Cognitive Aging Research
Cortagen's effects on cognitive function in aged rodents parallel those documented for Pinealon and Epithalon, but with a pronounced cortical focus. In behavioural studies using naturally aged Wistar rats (24–28 months), Cortagen administered as repeated subcutaneous courses improves performance on spatial memory tasks (Morris water maze probe trial, radial arm maze accuracy) compared to untreated aged controls — with improvements approaching those of younger adult comparison groups in some experimental series.
Histologically, Cortagen-treated aged brains show increased dendritic spine density in cortical layers II/III, higher BDNF immunoreactivity in cortical pyramidal neurons, and reduced age-related microglial activation — all consistent with a combined neurotrophic and anti-neuroinflammatory mechanism supporting synaptic preservation and new synapse formation in aged cortical tissue.
Cortagen + Pinealon in Research Stacks > Within the Khavinson bioregulatory peptide research framework, Cortagen and Pinealon are frequently studied as complementary compounds — Cortagen targeting cortical neuronal populations and Pinealon targeting pineal, retinal, and broader diencephalic circuits. The mechanistic rationale for combining them is that they address different but overlapping aspects of CNS aging: Cortagen provides cortex-directed gene expression normalisation, while Pinealon addresses circadian disruption, pineal melatonin decline, and retinal protection. No direct combination RCT has been published, but Khavinson's group has reported additive benefits in aged animal models.
Retinal Research
Despite its cerebral cortex origin, Cortagen demonstrates documented retinal protective effects in light-induced and ischaemic retinal models — an apparent anomaly explained by the shared embryological origin of the retina and diencephalon, and the significant overlap in gene expression programmes between retinal and cortical neurons. In rd mice (inherited retinal degeneration), combined Cortagen and Pinealon administration slows photoreceptor loss more effectively than either compound alone, suggesting complementary rather than redundant mechanisms — consistent with the hypothesis that Cortagen addresses cortical gene regulatory programmes in retinal neurons while Pinealon addresses pineal-melatonin axis effects.

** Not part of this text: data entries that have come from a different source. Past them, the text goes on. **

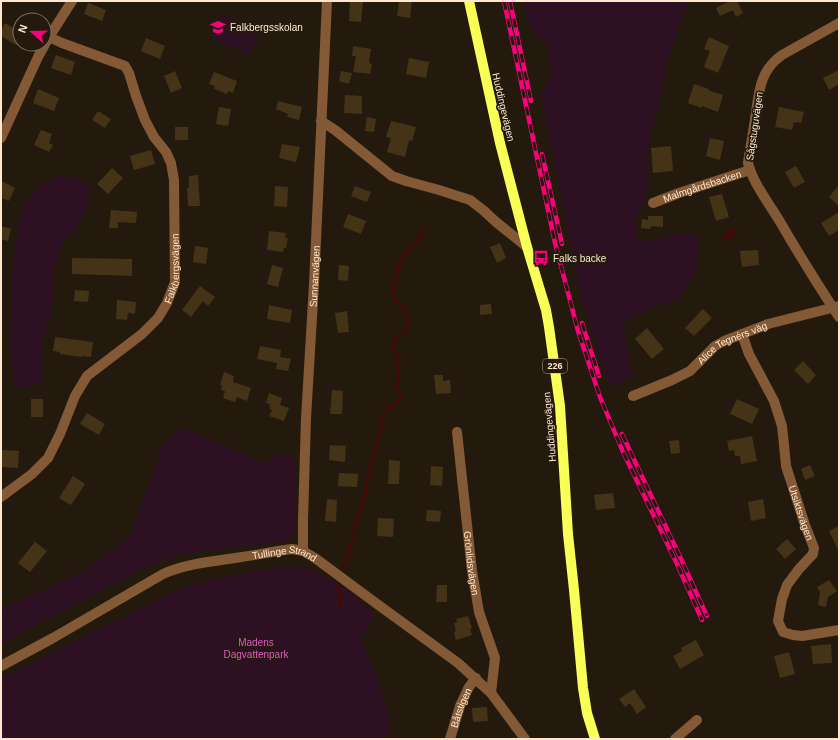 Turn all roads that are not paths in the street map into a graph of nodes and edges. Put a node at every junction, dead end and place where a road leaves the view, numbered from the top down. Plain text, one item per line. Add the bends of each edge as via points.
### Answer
1 (72, 1) edge
2 (327, 1) edge
3 (469, 1) edge
4 (839, 23) edge
5 (52, 32) edge
6 (52, 38) edge
7 (41, 52) edge
8 (321, 121) junction
9 (3, 126) edge
10 (1, 138) edge
11 (750, 170) junction
12 (654, 203) dead end
13 (527, 247) junction
14 (836, 307) edge
15 (839, 317) edge
16 (742, 334) junction
17 (633, 396) dead end
18 (457, 432) dead end
19 (1, 498) edge
20 (303, 551) junction
21 (839, 630) edge
22 (1, 666) edge
23 (476, 678) junction
24 (491, 693) junction
25 (697, 720) dead end
26 (450, 739) edge
27 (525, 739) edge
28 (595, 739) edge
29 (675, 739) edge

1 - 5 street
2 - 8 street, Sunnanvägen
3 - 13 main road, Huddingevägen / 226 via 500,143
4 - 11 street, Sågstuguvägen via 782,55 764,74 758,95 750,149
6 - 19 street, Falkbergsvägen via 125,66 130,73 145,120 171,163 174,180 175,282 158,318 142,334 87,376 75,396 48,458
7 - 9 street
8 - 13 street via 392,176 470,200
8 - 20 street, Sunnanvägen via 306,418
9 - 10 street
11 - 12 street, Malmgårdsbacken
11 - 14 street, Sågstuguvägen
13 - 28 main road, Huddingevägen / 226 via 546,310 555,360 583,688
14 - 15 street, Sågstuguvägen
14 - 16 street, Alice Tegnérs väg via 768,324
16 - 17 street, Alice Tegnérs väg via 715,346 690,371
16 - 21 street, Utsiktsvägen via 749,354 774,401 782,426 786,466 814,548 813,554 787,585 778,621 783,632 793,635
18 - 24 street, Grönlidsvägen via 472,571 479,612 495,658
20 - 22 street, Tullinge Strand via 292,549 172,570
20 - 23 street, Tullinge Strand via 458,662
23 - 24 street, Tullinge Strand
23 - 26 street, Båtstigen via 460,706
24 - 27 street, Tullinge Strand
25 - 29 street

Stability and Research Handling
As a tetrapeptide of approximately 414 Da, Cortagen is among the smallest and most physically stable compounds in the research peptide class. Excellent aqueous solubility at physiological pH, easy reconstitution in bacteriostatic water, and minimal susceptibility to mechanical degradation make it straightforward to handle. Lyophilised Cortagen is stable at −20°C for 24+ months. Reconstituted solutions at 2–8°C remain stable for 4–6 weeks in bacteriostatic water. Small-molecule size makes intranasal administration a viable research delivery route for direct CNS targeting — though formal pharmacokinetic data for intranasal Cortagen is limited compared to Pinealon.
References
- Khavinson VKh, et al. "Peptide bioregulators of aging — new data." *Adv Gerontol*. 2011;24(3):400–408.
- Khavinson V, et al. "Short peptides regulate gene expression in the brain." *Neuro Endocrinol Lett*. 2008;29(3):285–291.
- Khavinson VKh, Grigoriev EI. "Peptide regulation of brain functions." *Bull Exp Biol Med*. 2005;139(4):371–374.
- Anisimov VN, Khavinson VK. "Peptide bioregulation of aging: results and prospects." *Biogerontology*. 2010;11(2):139–149.
- Khavinson VKh, et al. "Retinal effects of the tetrapeptide Ala-Glu-Asp-Pro (Cortagen) in retinitis pigmentosa models." *Neuro Endocrinol Lett*. 2013;34(7):687–692.
- Sibarov DA, et al. "Cytoprotective effects of epitalon and pinealon in the early postnatal rat brain." *Cell Mol Neurobiol*. 2009;29(6–7):825–831.